§ Work instructions
From the entries below, pull out each line where "picture" appears.

§ Extracted information
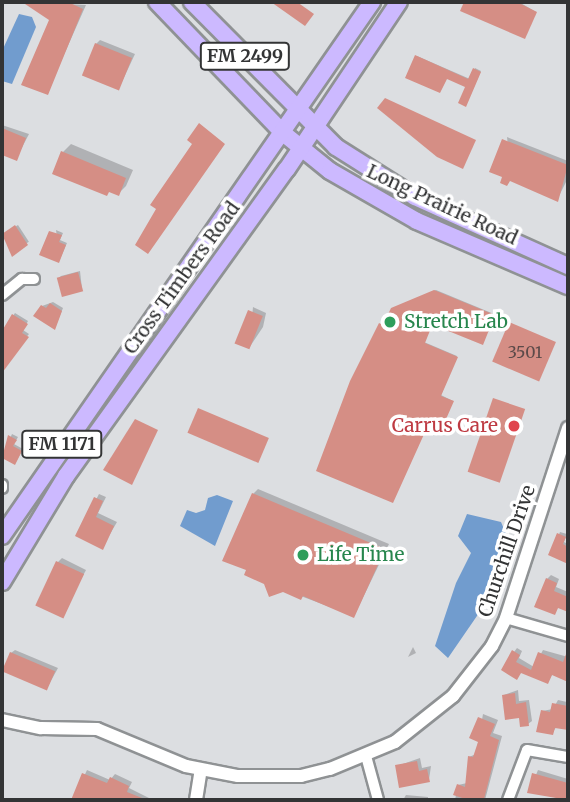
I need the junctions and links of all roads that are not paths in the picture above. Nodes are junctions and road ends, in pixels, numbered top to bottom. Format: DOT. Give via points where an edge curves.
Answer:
graph roads {
  1 [pos="157,2"];
  2 [pos="192,2"];
  3 [pos="372,2"];
  4 [pos="399,2"];
  5 [pos="298,109"];
  6 [pos="314,127"];
  7 [pos="283,133"];
  8 [pos="300,148"];
  9 [pos="443,231"];
  10 [pos="493,233"];
  11 [pos="568,266"];
  12 [pos="34,279"];
  13 [pos="568,286"];
  14 [pos="2,295"];
  15 [pos="127,355"];
  16 [pos="144,367"];
  17 [pos="568,428"];
  18 [pos="2,536"];
  19 [pos="2,582"];
  20 [pos="506,618"];
  21 [pos="568,636"];
  22 [pos="2,720"];
  23 [pos="366,756"];
  24 [pos="568,757"];
  25 [pos="201,770"];
  26 [pos="196,800"];
  27 [pos="378,800"];
  28 [pos="508,800"];
  1 -- 7 [label="main road, Long Prairie Road / FM 2499"];
  2 -- 5 [label="main road, Long Prairie Road / FM 2499"];
  3 -- 5 [label="main road, Cross Timbers Road / FM 1171"];
  4 -- 6 [label="main road, Cross Timbers Road / FM 1171"];
  5 -- 6 [label="main road, Long Prairie Road / FM 2499"];
  5 -- 7 [label="main road, Cross Timbers Road / FM 1171"];
  6 -- 8 [label="main road, Cross Timbers Road / FM 1171"];
  6 -- 10 [label="main road, Long Prairie Road / FM 2499" via="379,177"];
  7 -- 8 [label="main road, Long Prairie Road / FM 2499"];
  7 -- 15 [label="main road, Cross Timbers Road / FM 1171"];
  8 -- 9 [label="main road, Long Prairie Road / FM 2499" via="373,199"];
  8 -- 16 [label="main road, Cross Timbers Road / FM 1171"];
  9 -- 10 [label="main road" via="451,227"];
  9 -- 13 [label="main road, Long Prairie Road / FM 2499"];
  10 -- 11 [label="main road, Long Prairie Road / FM 2499"];
  12 -- 14 [label="street" via="22,279"];
  15 -- 16 [label="main road"];
  15 -- 18 [label="main road, Cross Timbers Road / FM 1171"];
  16 -- 19 [label="main road, Cross Timbers Road / FM 1171" via="66,476"];
  17 -- 20 [label="street, Churchill Drive"];
  20 -- 21 [label="street"];
  20 -- 23 [label="street, Churchill Drive" via="492,646 453,696 395,742"];
  22 -- 25 [label="street, Churchill Drive" via="41,728 97,729"];
  23 -- 25 [label="street, Churchill Drive" via="300,776 238,776"];
  23 -- 27 [label="street"];
  24 -- 28 [label="street" via="527,750"];
  25 -- 26 [label="street"];
}
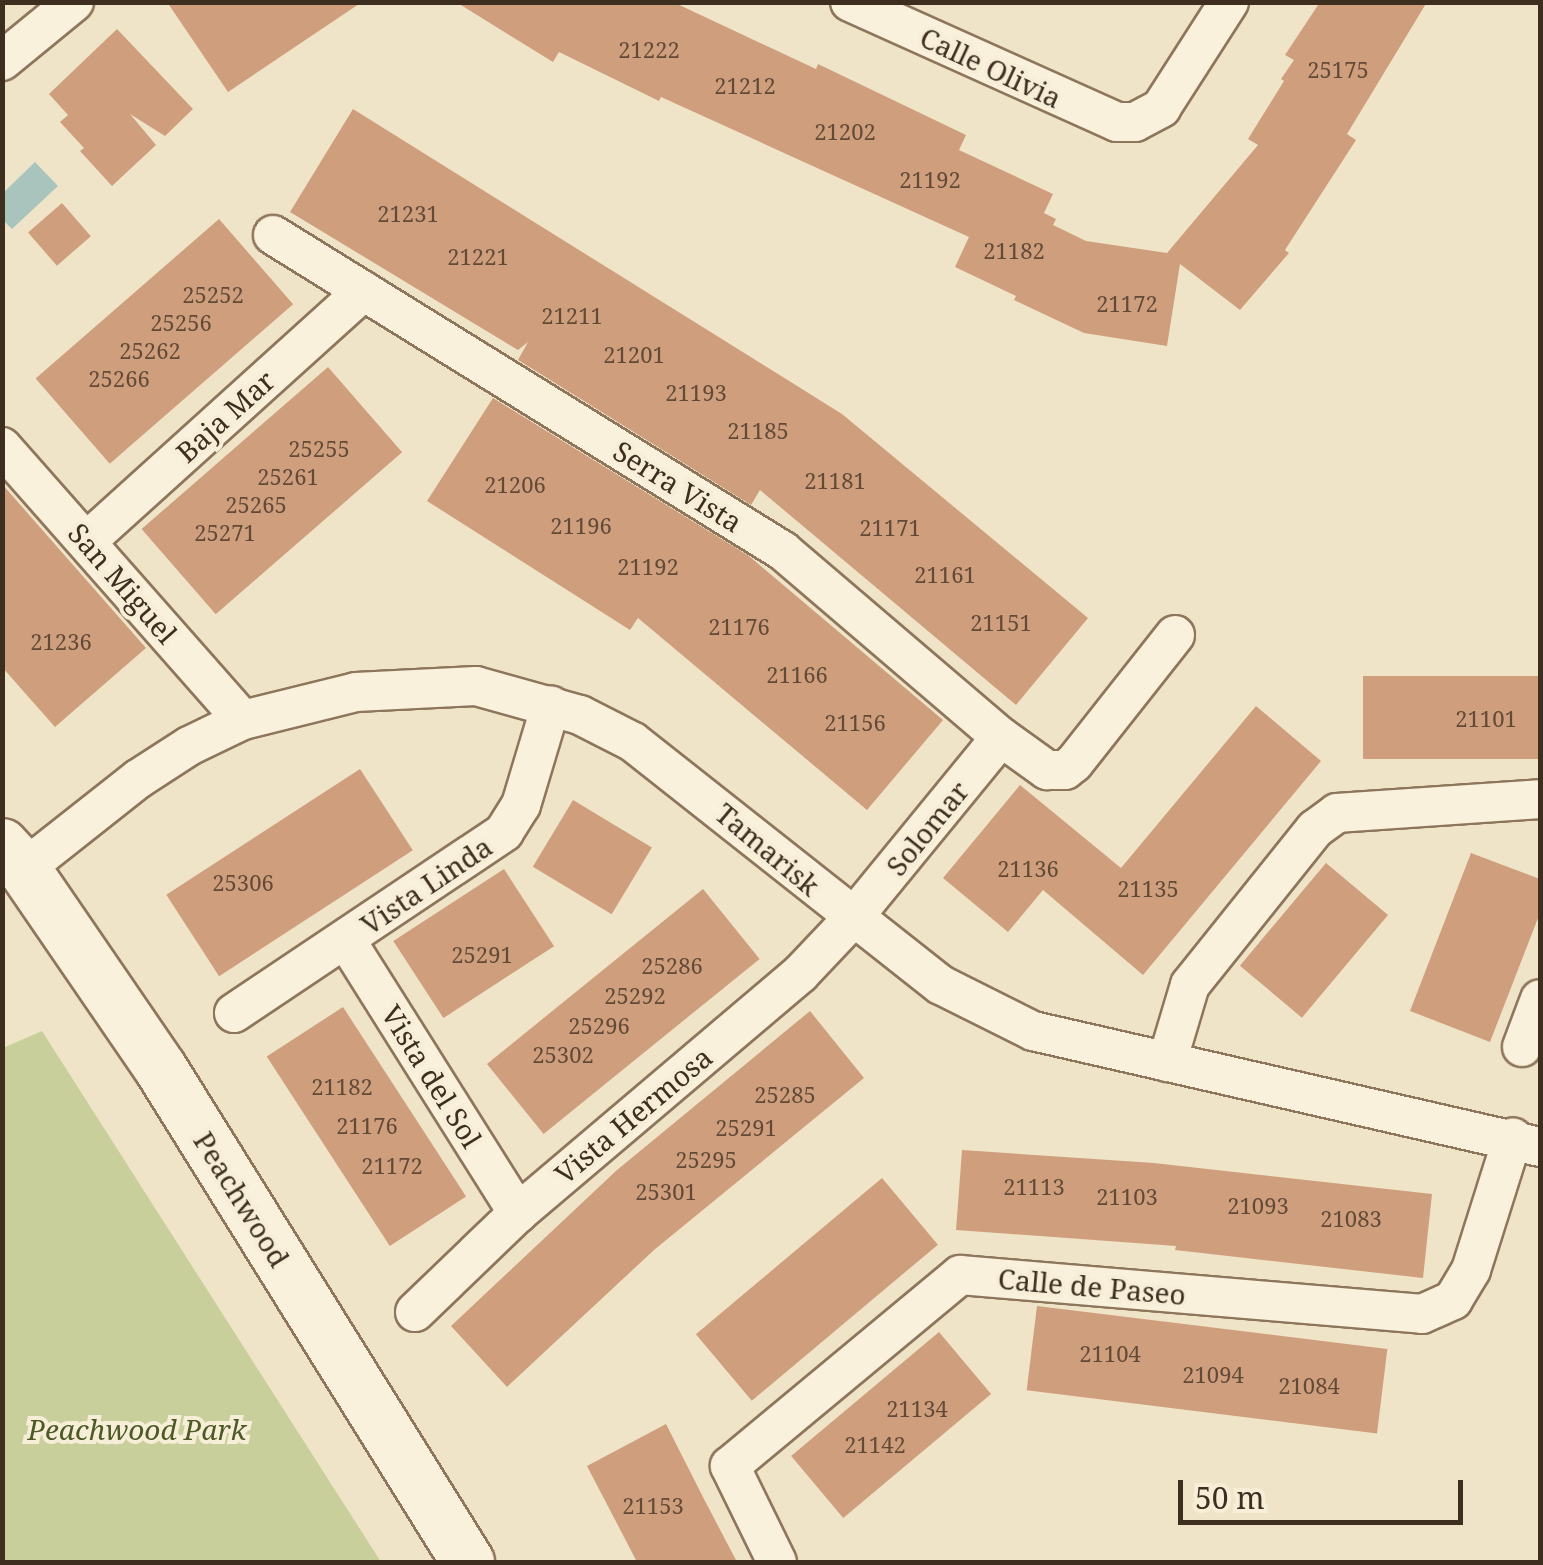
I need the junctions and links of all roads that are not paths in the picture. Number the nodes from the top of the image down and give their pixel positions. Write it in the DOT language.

§ Answer to this problem
I need the junctions and links of all roads that are not paths in the picture above. Nodes are junctions and road ends, in pixels, numbered top to bottom. Format: DOT. Give via points where an edge curves.
I need the junctions and links of all roads that are not paths in the picture. Number the nodes from the top of the image down and give their pixel positions. Write it in the DOT language.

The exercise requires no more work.